Les nuages se sont finalement rendus. Nous voilà dans un van filant le long de l’imposant fleuve Saint-Laurent, surnommé avec respect  » la mer  » par ses habitants. Direction Grand-Métis, porte d’entrée du tour de la péninsule par le nord, 3 000 kilomètres de côte, 900 de route. C’est le digne héritier d’un clan de gentlemen-pêcheurs écossais, venus s’installer ici au xixe siècle pour profiter de la rivière à saumons du coin, qui nous en donne les premières clés. Alexander Reford, cheveux poivre et sel, Barbour et pantalon en velours côtelé, gère aujourd’hui les splendides jardins de Métis. Sur près de 20 hectares, son arrière-grand-mère, Elsie Reford, a planté plus de 3 000 espèces de plantes indigènes et exotiques qu’il s’échine à entretenir et mettre en valeur.

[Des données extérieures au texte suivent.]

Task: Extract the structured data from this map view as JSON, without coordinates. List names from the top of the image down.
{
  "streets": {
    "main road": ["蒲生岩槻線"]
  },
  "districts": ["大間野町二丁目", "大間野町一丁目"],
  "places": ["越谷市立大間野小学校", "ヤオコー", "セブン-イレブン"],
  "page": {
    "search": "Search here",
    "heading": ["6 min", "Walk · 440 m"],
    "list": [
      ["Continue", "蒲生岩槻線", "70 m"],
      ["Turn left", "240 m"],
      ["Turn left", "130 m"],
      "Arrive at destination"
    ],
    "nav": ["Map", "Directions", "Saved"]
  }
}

Il règne sur ce domaine familial dominé par une délicate villa d’été tout en bois, une ambiance délicieusement surannée, d’un raffinement étrange. Comme si les propriétaires avaient tenté de domestiquer la rudesse locale, d’imposer leur british touch à ce décor inhospitalier et sauvage.

Into the Wild

Outre les côtes frappées par les vagues où se succèdent petits villages de pêcheurs et fermes agricoles, l’intérieur des terres reste en effet globalement dominé par une immense forêt, vierge de toute présence humaine. Une sorte de jungle septentrionale telle que la rêve Sean Penn dans Into the Wild. Et telle que la vit au quotidien Jean-François Dubé, guide à l’auberge de montagne des Chic-Chocs, singulier lodge de 18 chambres planté à 55 kilomètres du fleuve, au c£ur de la réserve faunique de Matane. L’homme n’a rien de l’aristocrate amateur de pêche à la mouche : sa poignée de main vigoureuse termine un corps qu’on dirait coulé dans l’acier. Un esthète en combi sport qu’on surprend à dire des choses du genre :  » Je trouve que les couleurs sont belles par mauvais temps  » et autres  » J’aime écouter le silence « . Un profil taillé sur mesure pour assurer la sécurité et combler les envies d’ailleurs de citadins bien décidés à  » prendre une année sabbatique en trois jours « , comme l’annonce la brochure promotionnelle de ce  » refuge de l’inattendu  » ( sic). On comprend assez vite que ces promesses de moments d’exception ne sont pas vraiment des idées troussées en vitesse par des stagiaires en marketing. Rien que les deux heures de chemin rocailleux en 4×4 pour accéder à l’auberge vaudraient le déplacement. Sous un ciel d’humeur changeante, les érables rougeoyant, les bouleaux jaune orange et les sapins vert foncé transformeraient le plus rustre des individus en Lamartine. A deux pas du gîte, barrant la route, un comité d’accueil particulier achève de nous convaincre. Une famille de trois orignaux. Trop tard pour la photo, notre précipitation les a effarouchés.  » Relax camarade, rigole Jean-François, déjà passé au tutoiement. Présentement, la concentration est de 5 orignaux au km2 dans la réserve. Tu risques d’en recroiser.  » De fait.

Deconnect people

Pas besoin de préciser que dans les profondeurs de la vallée, les téléphones portables sont aussi utiles qu’une paire de palmes dans l’Himalaya. De toute manière, tout est pensé ici pour déconnecter. Mais alors là, vraiment. La télévision est absente des chambres ; seuls un téléphone et une connexion Internet satellitaires relient le bureau des guides de montagne  » à la civilisation « . Autour de l’auberge, le territoire de 60 km2, géré par le réseau gouvernemental des parcs du Québec, est exclusivement accessible aux clients du gîte (aucun véhicule personnel n’est autorisé à emprunter le chemin qui y mène). L’idée est donc, bien entendu, de mettre son nez dehors pour profiter de cette luxueuse solitude. De se lever à l’aube, par exemple, pour aller observer l’orignal sous un ciel rose bonbon. S’enfoncer dans les bois et rester scotché par la puissance d’une chute d’eau. Ou enfourcher son VTT sans jamais tomber sur un groupe d’amateurs de la petite reine un peu lourdauds. Bref, aggraver sa misanthropie.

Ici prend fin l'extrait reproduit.